Likewise, emotions, happiness, and other latent constructs can be measured objectively and numerically. I am not a specialist, but I would say you can detect happiness and emotional states by observing activity of different parts of your brain via a CAT or MRI scanner. However, devices that could enable you to track happiness or emotional states “on the go,” in everyday life settings and relatively continuously, do not exist yet, at least to my knowledge. But you can still measure and track your happiness daily using short self-questionnaires. Even asking simple “How happy am I?” questions once or twice a day can lead to amazing discoveries, provided that you keep track of your answers.

What were the results of your Hacking H(app)iness experiment you were most surprised by? Encouraged by? And can other people replicate what you did and hack happiness?

The most surprising finding was how much living according to my personal values affects my happiness. In addition to recording how happy I am, I was recording how important some life priorities (family, money, career, friends, justice in the world, spiritual balance) were to me at a given point in time and then how satisfied I was with my attempt to live according to these values.

For instance, I would wake up in the morning and ask myself how happy I was. Then I would ask how important it was for me to earn a lot of money, have a successful career, have good relationships with family and my partner. Then I would ask myself how satisfied I was with my current financial situation, my career, and my relationships. Then I would repeat the process in the afternoon and evening. The experiment lasted one month.

Then I looked at the difference between expectations and reality for each of these life priorities and how these gaps were related to
my happiness. I thought life priorities like money and career would have a considerable influence on my happiness. As it turns out, they had no impact whatsoever. But being able to express myself, being healthy, and being independent and spiritual were important predictors of my happiness. In other words, every time I felt like it was important for me to be creative and independent but was not able to express myself or act freely, my happiness level would decrease.
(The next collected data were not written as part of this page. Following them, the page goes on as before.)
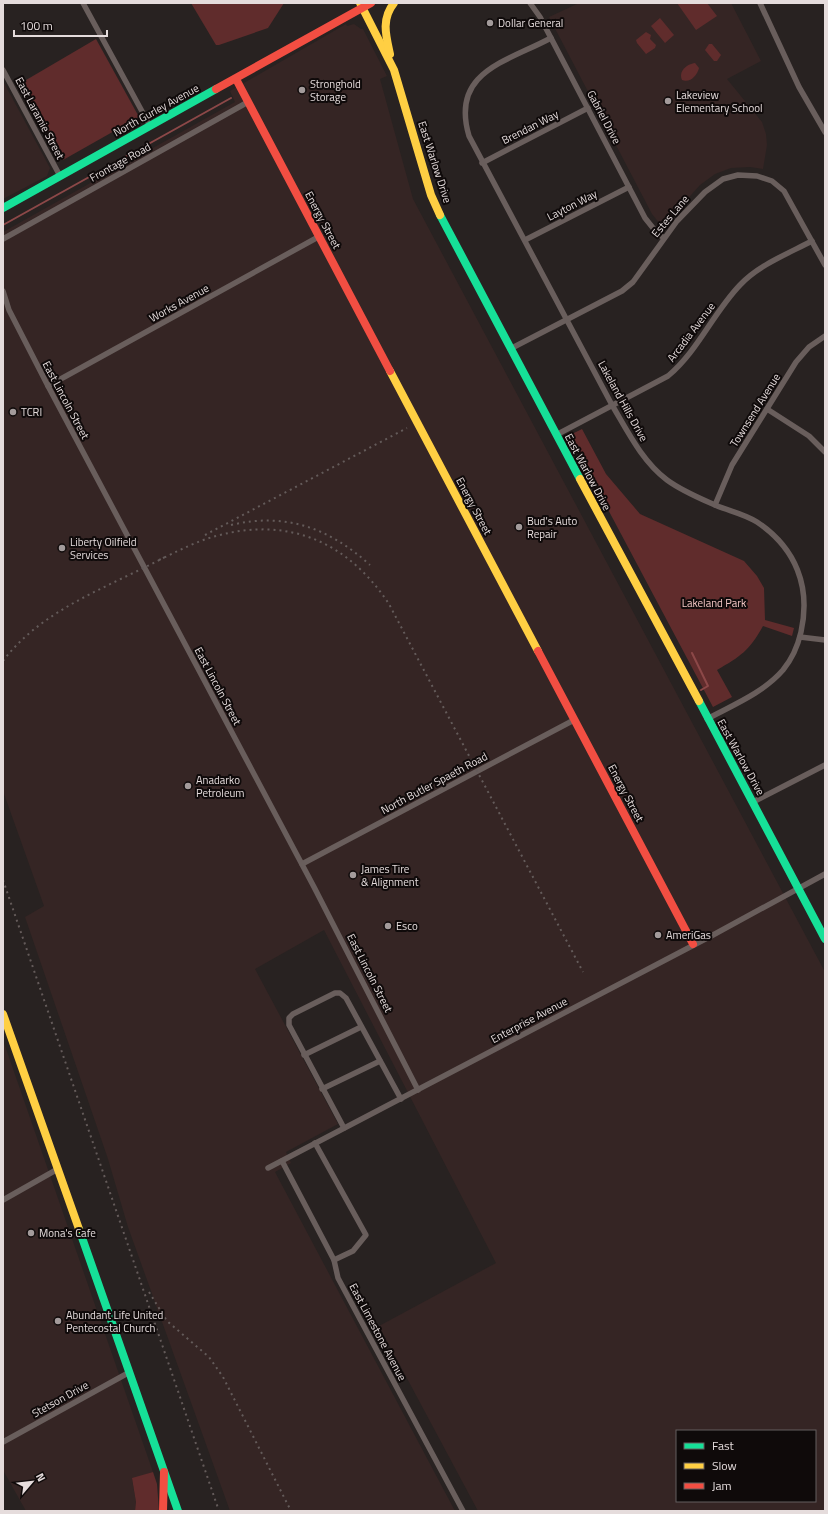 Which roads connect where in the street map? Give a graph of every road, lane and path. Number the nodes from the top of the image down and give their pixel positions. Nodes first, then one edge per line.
1 (83, 3) edge
2 (371, 3) edge
3 (394, 3) edge
4 (530, 3) edge
5 (760, 3) edge
6 (361, 5) edge
7 (551, 38) junction
8 (3, 70) edge
9 (394, 70) junction
10 (236, 79) junction
11 (248, 102) junction
12 (588, 108) junction
13 (150, 126) junction
14 (825, 132) edge
15 (482, 163) junction
16 (60, 176) junction
17 (629, 187) junction
18 (3, 208) edge
19 (320, 236) junction
20 (664, 238) junction
21 (3, 239) edge
22 (525, 240) junction
23 (812, 241) junction
24 (825, 265) edge
25 (3, 291) edge
26 (566, 320) junction
27 (825, 336) edge
28 (510, 349) junction
29 (48, 386) junction
30 (612, 405) junction
31 (767, 409) junction
32 (556, 435) junction
33 (825, 452) edge
34 (715, 505) junction
35 (800, 637) junction
36 (825, 640) edge
37 (707, 719) junction
38 (574, 720) junction
39 (825, 765) edge
40 (753, 802) junction
41 (302, 864) junction
42 (825, 874) edge
43 (798, 888) junction
44 (825, 938) edge
45 (693, 944) junction
46 (3, 1014) edge
47 (361, 1027) junction
48 (6, 1029) edge
49 (304, 1055) junction
50 (380, 1061) junction
51 (322, 1089) junction
52 (418, 1090) junction
53 (401, 1099) junction
54 (344, 1128) junction
55 (315, 1144) junction
56 (282, 1161) junction
57 (268, 1168) dead end
58 (56, 1170) junction
59 (3, 1200) edge
60 (334, 1260) junction
61 (128, 1373) junction
62 (3, 1442) edge
63 (164, 1472) junction
64 (163, 1511) edge
65 (178, 1511) edge
66 (463, 1511) edge

1 - 13 street
2 - 6 main road
3 - 9 main road
4 - 7 street, Gabriel Drive
5 - 14 street
6 - 9 main road, East Warlow Drive
6 - 10 main road, North Gurley Avenue
7 - 12 street, Gabriel Drive
7 - 15 street, Lakeland Hills Drive
8 - 16 street, East Laramie Street
9 - 28 main road, East Warlow Drive
10 - 11 main road, Energy Street
10 - 13 main road, North Gurley Avenue
11 - 19 main road, Energy Street
11 - 21 street, Frontage Road
12 - 15 street, Brendan Way
12 - 17 street, Gabriel Drive
13 - 16 main road, North Gurley Avenue
15 - 22 street, Lakeland Hills Drive
16 - 18 main road, North Gurley Avenue
17 - 20 street, Gabriel Drive
17 - 22 street, Layton Way
19 - 29 street, Works Avenue
19 - 38 main road, Energy Street
20 - 23 street, Estes Lane
20 - 26 street, Estes Lane
22 - 26 street, Lakeland Hills Drive
23 - 24 street, Estes Lane
23 - 30 street, Arcadia Avenue
25 - 29 street, East Lincoln Street
26 - 28 street, Estes Lane
26 - 30 street, Lakeland Hills Drive
27 - 31 street, Townsend Avenue
28 - 32 main road, East Warlow Drive
29 - 41 street, East Lincoln Street
30 - 32 street, Arcadia Avenue
30 - 34 street, Lakeland Hills Drive
31 - 33 street
31 - 34 street, Townsend Avenue
32 - 37 main road, East Warlow Drive
34 - 35 street, Lakeland Hills Drive
35 - 36 street
35 - 37 street, Lakeland Hills Drive
37 - 40 main road, East Warlow Drive
38 - 41 street, North Butler Spaeth Road
38 - 45 main road, Energy Street
39 - 40 street
40 - 43 main road, East Warlow Drive
41 - 52 street, East Lincoln Street
42 - 43 street, Enterprise Avenue
43 - 44 main road, East Warlow Drive
43 - 45 street, Enterprise Avenue
45 - 52 street, Enterprise Avenue
46 - 48 main road
47 - 49 street
47 - 49 street
47 - 50 street
48 - 58 main road
49 - 51 street
50 - 51 street
50 - 53 street
51 - 54 street
52 - 53 street, Enterprise Avenue
53 - 54 street, Enterprise Avenue
54 - 55 street, Enterprise Avenue
55 - 56 street, Enterprise Avenue
55 - 60 street
56 - 57 street, Enterprise Avenue
56 - 60 street, East Limestone Avenue
58 - 59 street
58 - 61 main road
60 - 66 street, East Limestone Avenue
61 - 62 street, Stetson Drive
61 - 63 main road
63 - 64 main road
63 - 65 main road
Other people can certainly replicate this experiment. I am not sure, however, that they will get similar results. Unlike in regular science, results of self-tracking experiments are not necessarily generalizable; what worked for me won’t necessarily work for you. And that is all right, because that is the main goal of self-tracking and self-quantification: Analyze your own life to find your unique solutions to your own problems. And yes, if a person feels that he is unhappy, then he or she should definitely give “hacking” a try.